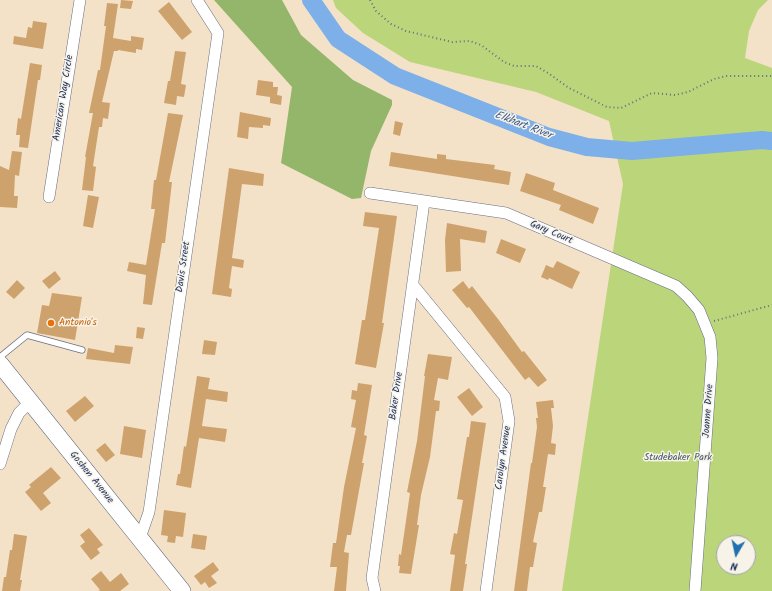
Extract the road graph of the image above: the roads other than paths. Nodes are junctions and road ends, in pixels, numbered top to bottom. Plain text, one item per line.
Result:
1 (80, 0) edge
2 (197, 0) edge
3 (370, 193) dead end
4 (49, 196) dead end
5 (424, 202) junction
6 (413, 285) junction
7 (706, 326) joint
8 (82, 350) dead end
9 (0, 357) edge
10 (0, 364) edge
11 (30, 402) junction
12 (0, 464) edge
13 (140, 538) junction
14 (182, 591) edge
15 (375, 591) edge
16 (486, 591) edge
17 (695, 591) edge

1 - 4 street, American Way Circle
2 - 13 street, Davis Street
3 - 5 street, Gary Court
5 - 6 street, Baker Drive
5 - 7 street, Gary Court
6 - 15 street, Baker Drive
6 - 16 street, Carolyn Avenue
7 - 17 street, Joanne Drive
8 - 9 lane
10 - 11 main road, Goshen Avenue
11 - 12 street
11 - 13 main road, Goshen Avenue
13 - 14 main road, Goshen Avenue

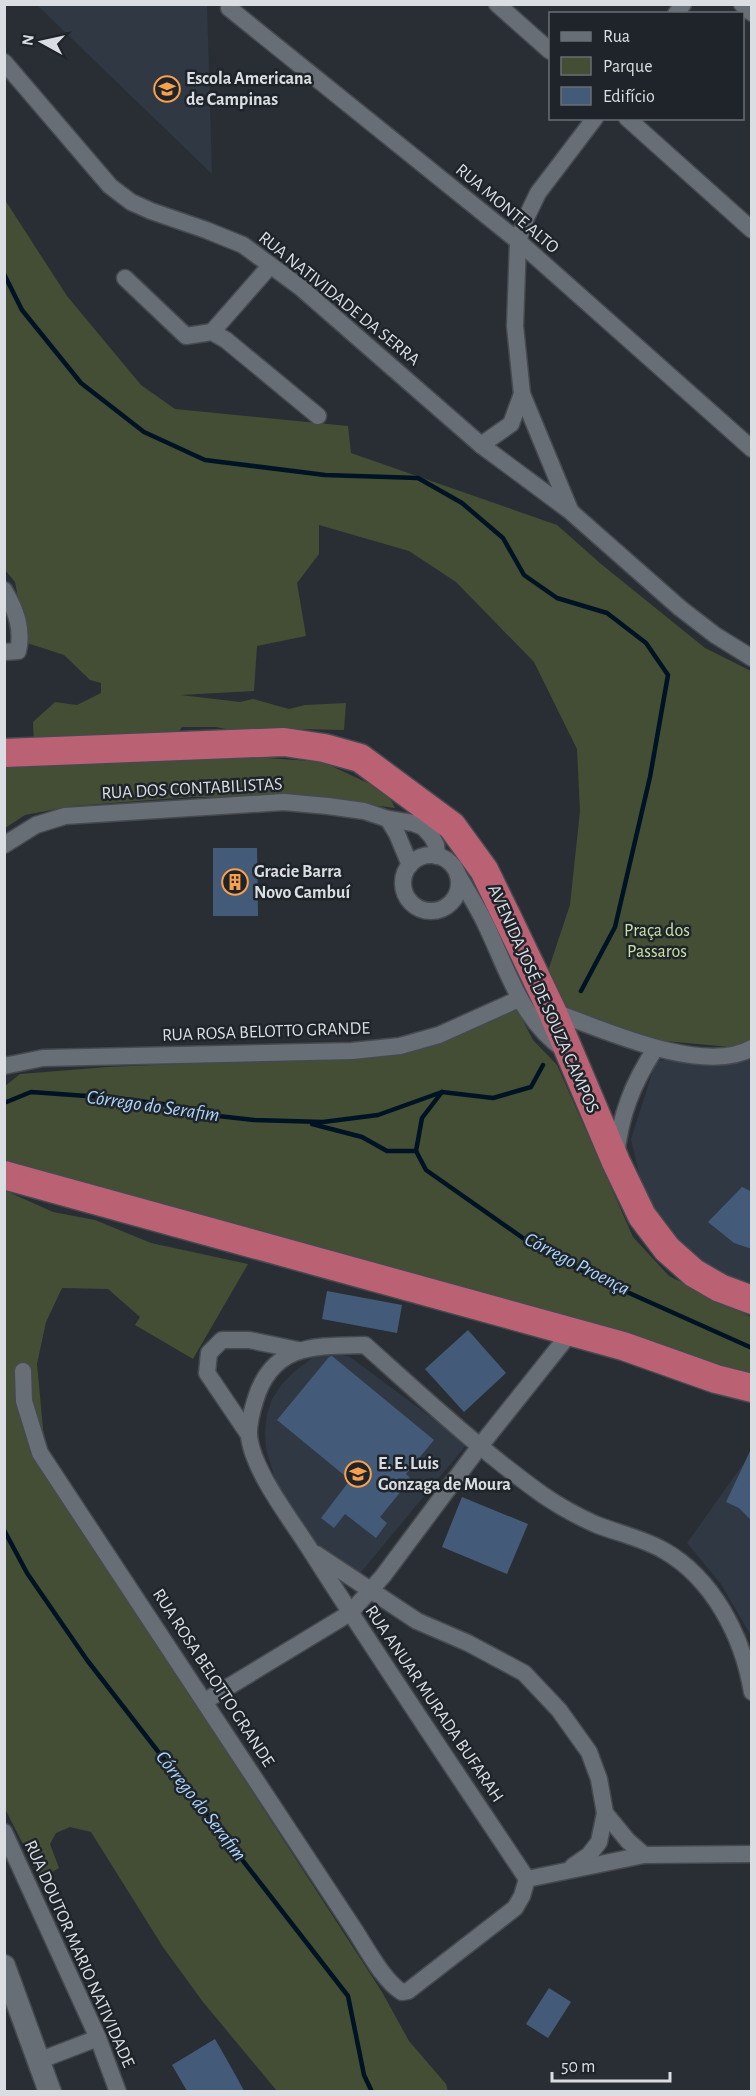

========================================================================

» **Your goal**: Restate all entries exactly; pictures stay out.

» **Exercise answer**:
Extract the road graph of the image above: the roads other than paths. Nodes are junctions and road ends, in pixels, numbered top to bottom. Plain text, one item per line.
Result:
1 (80, 0) edge
2 (197, 0) edge
3 (370, 193) dead end
4 (49, 196) dead end
5 (424, 202) junction
6 (413, 285) junction
7 (706, 326) joint
8 (82, 350) dead end
9 (0, 357) edge
10 (0, 364) edge
11 (30, 402) junction
12 (0, 464) edge
13 (140, 538) junction
14 (182, 591) edge
15 (375, 591) edge
16 (486, 591) edge
17 (695, 591) edge

1 - 4 street, American Way Circle
2 - 13 street, Davis Street
3 - 5 street, Gary Court
5 - 6 street, Baker Drive
5 - 7 street, Gary Court
6 - 15 street, Baker Drive
6 - 16 street, Carolyn Avenue
7 - 17 street, Joanne Drive
8 - 9 lane
10 - 11 main road, Goshen Avenue
11 - 12 street
11 - 13 main road, Goshen Avenue
13 - 14 main road, Goshen Avenue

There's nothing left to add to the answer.